Every attempt being made to protect the sanctity of the property dominated programme schedules

Monday, February 12, 2007 09:23AM Report Comment
 

5. paul said...

Oh, yes. Historically the BBC has never been particularly interested in the BCC until they start bleating in the same falsetto.

Even if CPI temporarily goes down, RPI (which includes mortgage costs) will keep rising and rising, which will in turn fuel wage settlements and drag the CPI along.

Rate rises won't so much affect growth as crash the housing market - that's what the BBC are really squealing about.

Monday, February 12, 2007 09:30AM Report Comment
 

6. headmelter said...

If the housing market was to crash what would they replace all those cheap to produce property porn programmes with?

Monday, February 12, 2007 11:43AM Report Comment
 

7. inflation is eating my savings said...

>If the housing market was to crash what would they replace all those cheap to produce property porn programmes with?

Lots more programmes where minor celebrities reflect upon TV programmes and pop music from the past.

Monday, February 12, 2007 12:07PM Report Comment
 

8. bidin'matime said...

>If the housing market was to crash what would they replace all those cheap to produce property porn programmes with?<

I don't know why they couldn't have just gone with the orginal plan - which was to leave out the word 'property' altogether..!

Monday, February 12, 2007 01:17PM Report Comment
 

9. talking rot said...

>If the housing market was to crash what would they replace all those cheap to produce property porn programmes with?<

Lots of programme which tell people how to manage vast debts without their homes being repossessed.
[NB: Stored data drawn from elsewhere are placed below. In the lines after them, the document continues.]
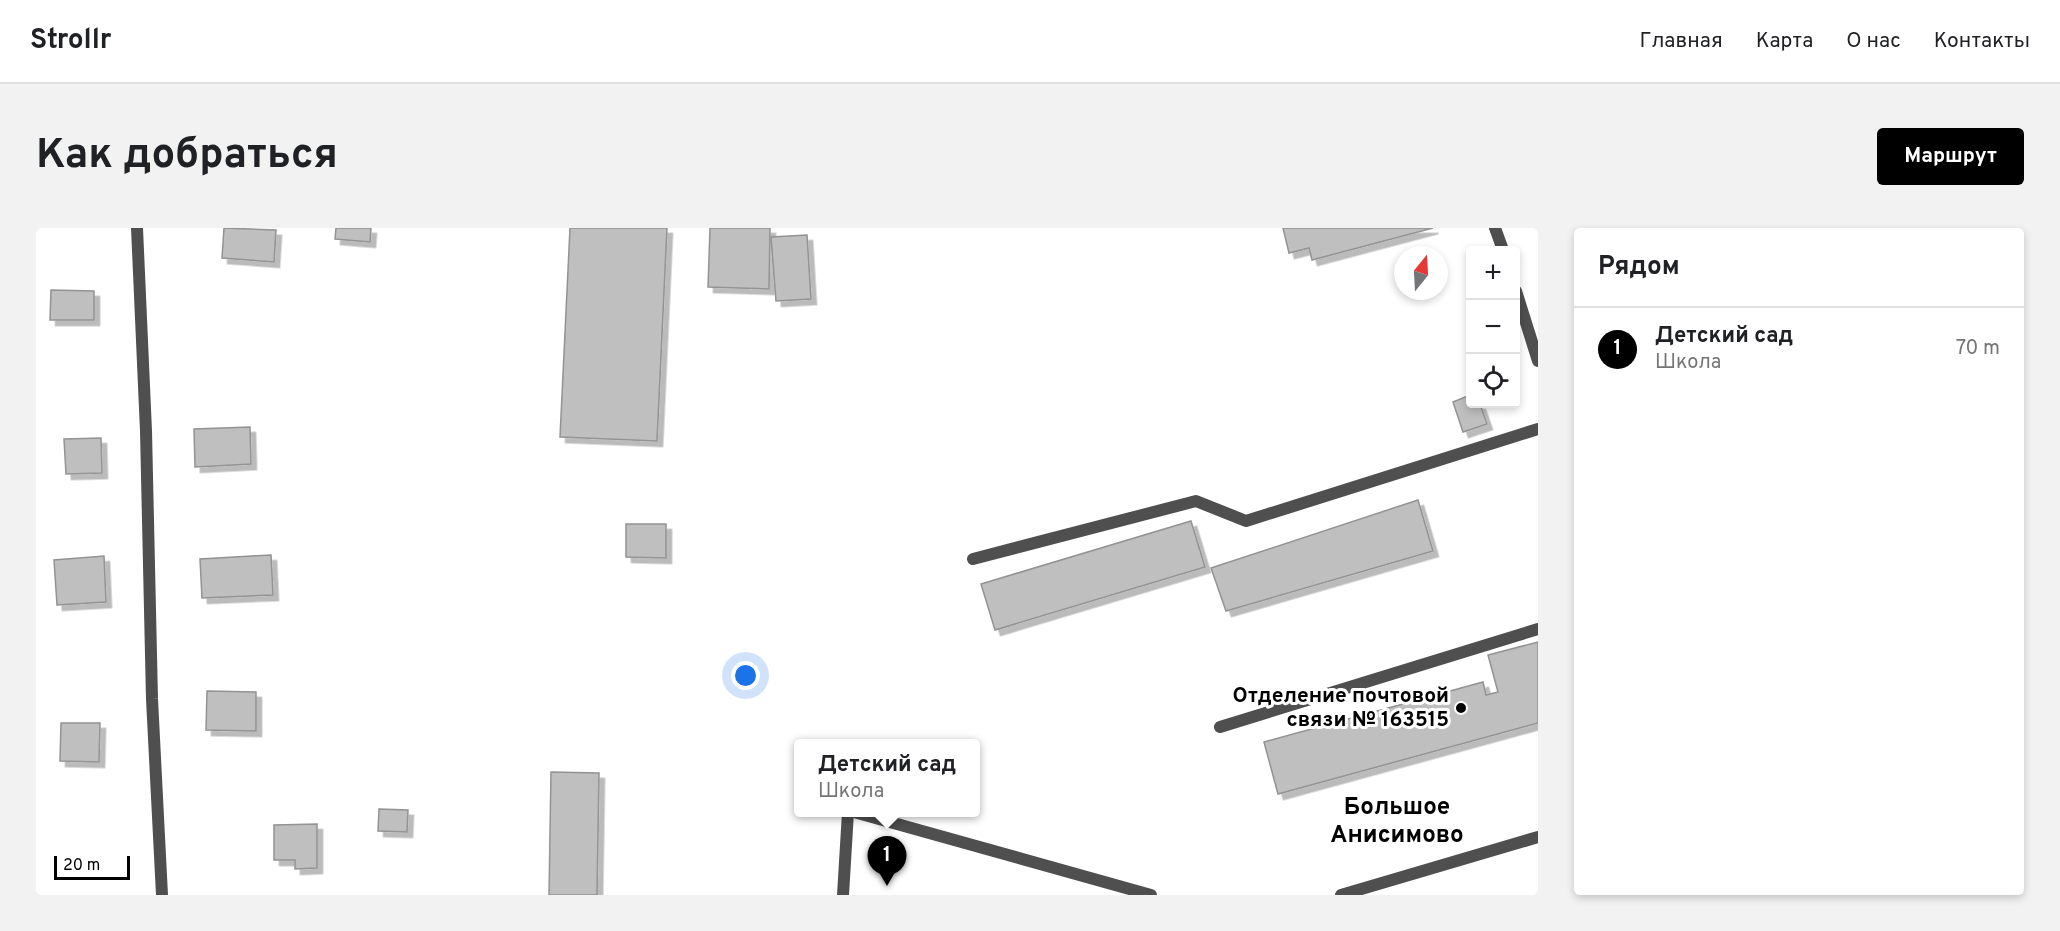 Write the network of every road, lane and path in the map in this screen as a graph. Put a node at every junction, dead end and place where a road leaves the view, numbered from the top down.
1 (137, 228) edge
2 (1495, 228) edge
3 (1502, 246) edge
4 (1518, 300) edge
5 (1538, 361) edge
6 (1538, 429) edge
7 (973, 559) dead end
8 (1538, 629) edge
9 (1220, 727) dead end
10 (848, 817) edge
11 (868, 817) edge
12 (1538, 837) edge
13 (162, 895) edge
14 (843, 895) edge
15 (1151, 895) edge
16 (1341, 895) edge

1 - 13 street
2 - 3 street
4 - 5 street
6 - 7 street
8 - 9 street
10 - 14 street
11 - 15 street
12 - 16 street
A new line for Krust and Phil?

Monday, February 12, 2007 01:23PM Report Comment
 

10. Countdown2007 said...

How about a new TV show with the name : "Reposession, Reposession, Reposession"!!!

Monday, February 12, 2007 01:29PM Report Comment
 

11. Laksaboy said...

Maybe Kirsty & Phil can go in the big brother house : )
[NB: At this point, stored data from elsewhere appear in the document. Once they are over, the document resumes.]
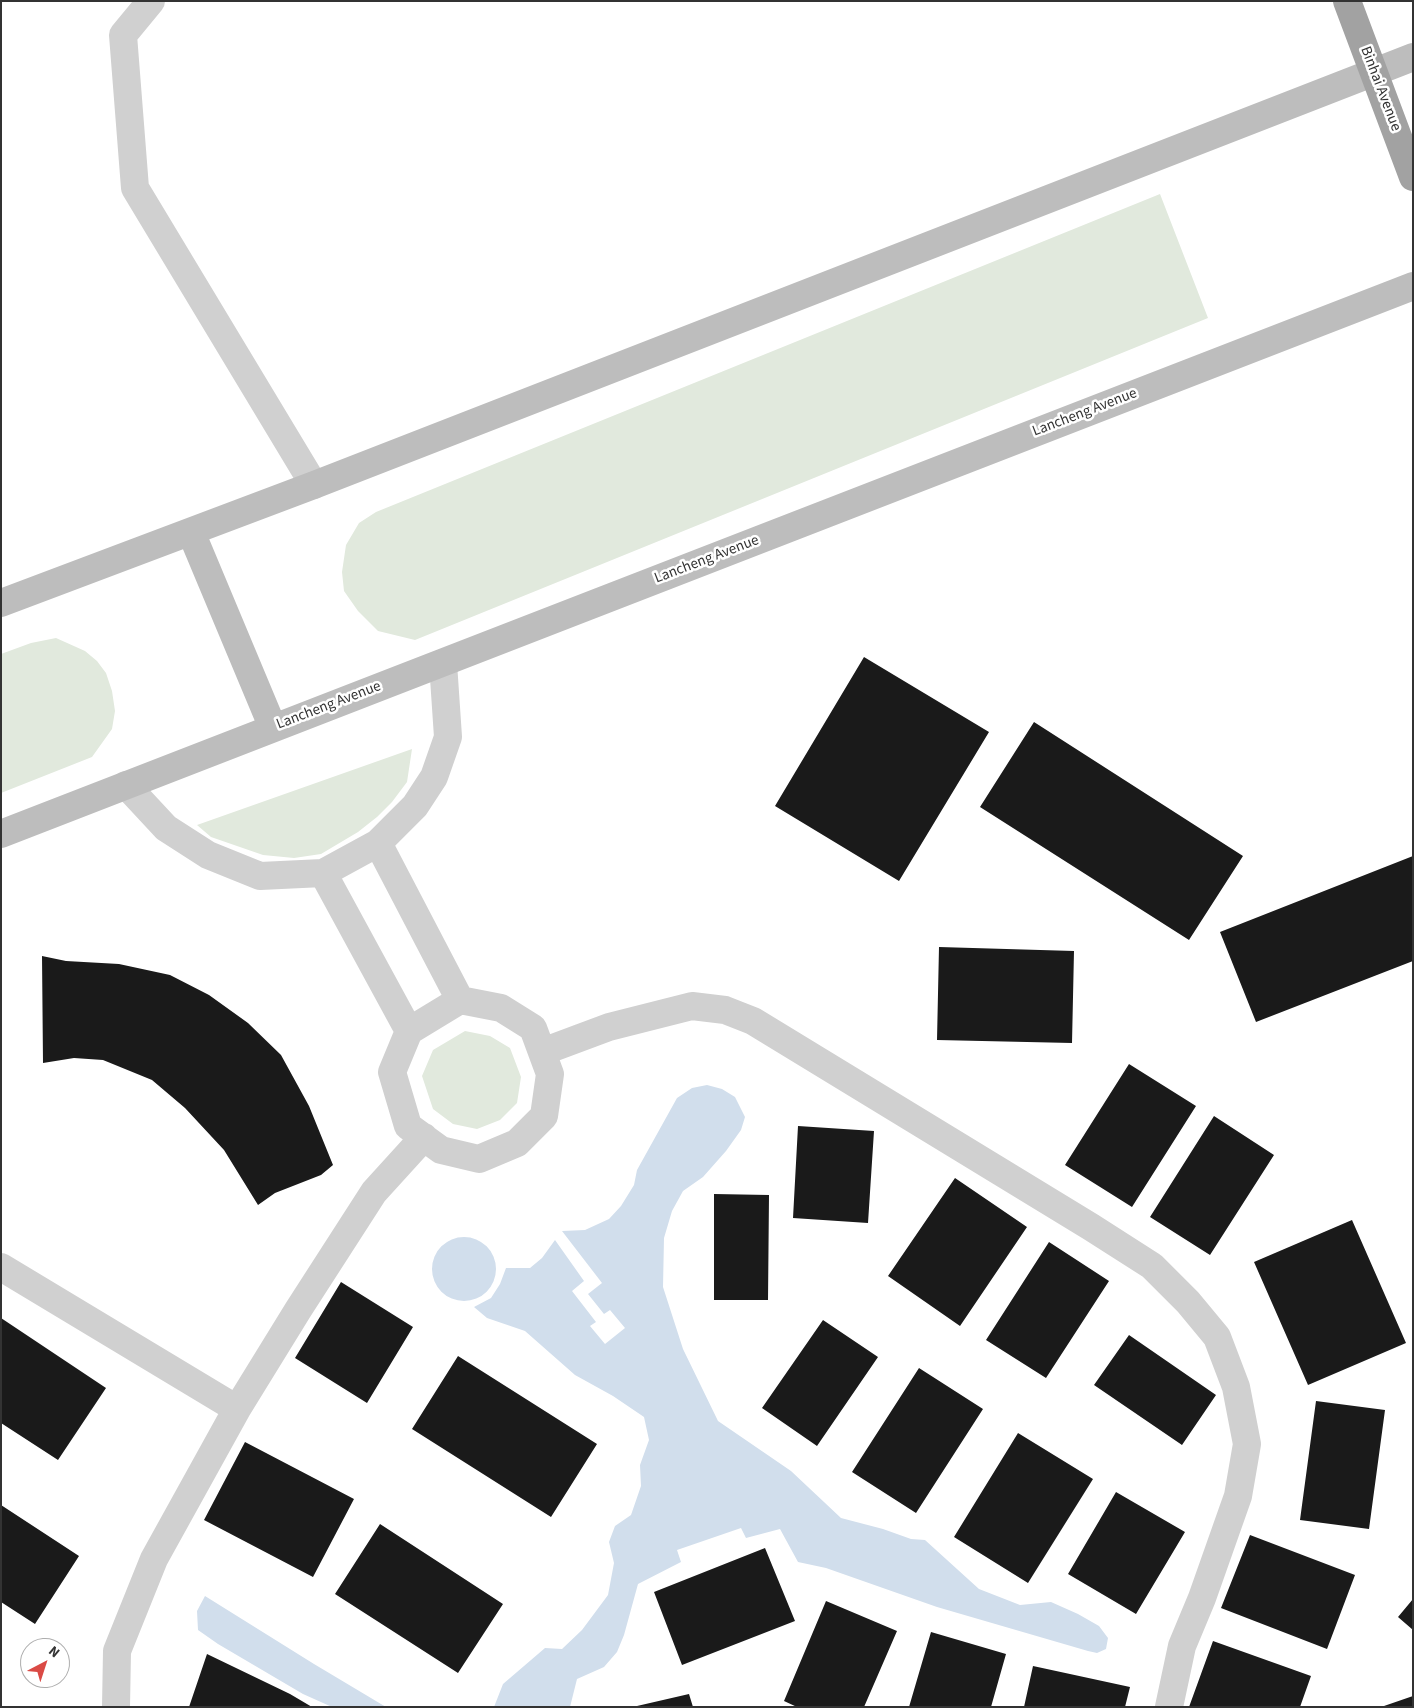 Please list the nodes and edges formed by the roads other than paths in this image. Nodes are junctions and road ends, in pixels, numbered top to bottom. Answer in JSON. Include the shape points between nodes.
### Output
{"nodes":[{"id":1,"x":150,"y":1,"type":"edge"},
{"id":2,"x":1347,"y":1,"type":"edge"},
{"id":3,"x":1413,"y":57,"type":"edge"},
{"id":4,"x":1374,"y":72,"type":"junction"},
{"id":5,"x":1413,"y":177,"type":"edge"},
{"id":6,"x":1413,"y":286,"type":"edge"},
{"id":7,"x":314,"y":485,"type":"junction"},
{"id":8,"x":191,"y":532,"type":"junction"},
{"id":9,"x":1,"y":603,"type":"edge"},
{"id":10,"x":443,"y":662,"type":"junction"},
{"id":11,"x":273,"y":728,"type":"junction"},
{"id":12,"x":126,"y":786,"type":"junction"},
{"id":13,"x":1,"y":834,"type":"edge"},
{"id":14,"x":378,"y":843,"type":"junction"},
{"id":15,"x":323,"y":873,"type":"junction"},
{"id":16,"x":460,"y":1000,"type":"junction"},
{"id":17,"x":409,"y":1031,"type":"junction"},
{"id":18,"x":542,"y":1052,"type":"junction"},
{"id":19,"x":424,"y":1137,"type":"junction"},
{"id":20,"x":1,"y":1267,"type":"edge"},
{"id":21,"x":237,"y":1409,"type":"junction"},
{"id":22,"x":116,"y":1707,"type":"edge"},
{"id":23,"x":1169,"y":1707,"type":"edge"}],
"edges":[{"from":1,"to":7,"type":"street","via":[[123,35],[135,188]]},
{"from":2,"to":4,"type":"highway","name":"Binhai Avenue"},
{"from":3,"to":4,"type":"main road"},
{"from":4,"to":5,"type":"highway","name":"Binhai Avenue"},
{"from":4,"to":7,"type":"main road"},
{"from":6,"to":10,"type":"main road","name":"Lancheng Avenue"},
{"from":7,"to":8,"type":"main road"},
{"from":8,"to":9,"type":"main road"},
{"from":8,"to":11,"type":"main road"},
{"from":10,"to":11,"type":"main road","name":"Lancheng Avenue"},
{"from":10,"to":14,"type":"street","via":[[448,737],[437,769],[415,806]]},
{"from":11,"to":12,"type":"main road","name":"Lancheng Avenue"},
{"from":12,"to":13,"type":"main road","name":"Lancheng Avenue"},
{"from":12,"to":15,"type":"street","via":[[166,828],[208,855],[260,876]]},
{"from":14,"to":15,"type":"street"},
{"from":14,"to":16,"type":"street"},
{"from":15,"to":17,"type":"street"},
{"from":16,"to":17,"type":"street"},
{"from":16,"to":18,"type":"street","via":[[501,1008],[533,1028]]},
{"from":17,"to":19,"type":"street","via":[[392,1072],[408,1126]]},
{"from":18,"to":19,"type":"street","via":[[550,1074],[544,1116],[516,1143],[479,1159],[441,1150]]},
{"from":18,"to":23,"type":"street","via":[[608,1026],[692,1006],[725,1010],[753,1022],[1099,1232],[1152,1266],[1188,1302],[1217,1337],[1236,1387],[1247,1444],[1238,1496],[1182,1646]]},
{"from":19,"to":21,"type":"street","via":[[374,1192]]},
{"from":20,"to":21,"type":"street"},
{"from":21,"to":22,"type":"street","via":[[154,1559],[117,1651]]}]}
Monday, February 12, 2007 04:25PM Report Comment
 

12. dohousescrashinthewoods said...

I'm sure I have already seen a few features in the papers along the lines of "10 easy steps to get out of debt".
I guess they are sponsored by a warm fuzzy IVA company.
(or am I too cynical?)

Monday, February 12, 2007 05:01PM Report Comment
 

13. Nohpc said...

Personally a recession would be okay for property owners not having to sell as they would be likely to see low interest rates so as long as they can hold onto their incomes their mortgages will be low. Would be a good time to pay the mortgage off as fast as possible.

Monday, February 12, 2007 09:15PM Report Comment
 

14. d'oh said...

Problem is Nohpc, is that you have ot hold onto your house during the preceeding period of high interest rates.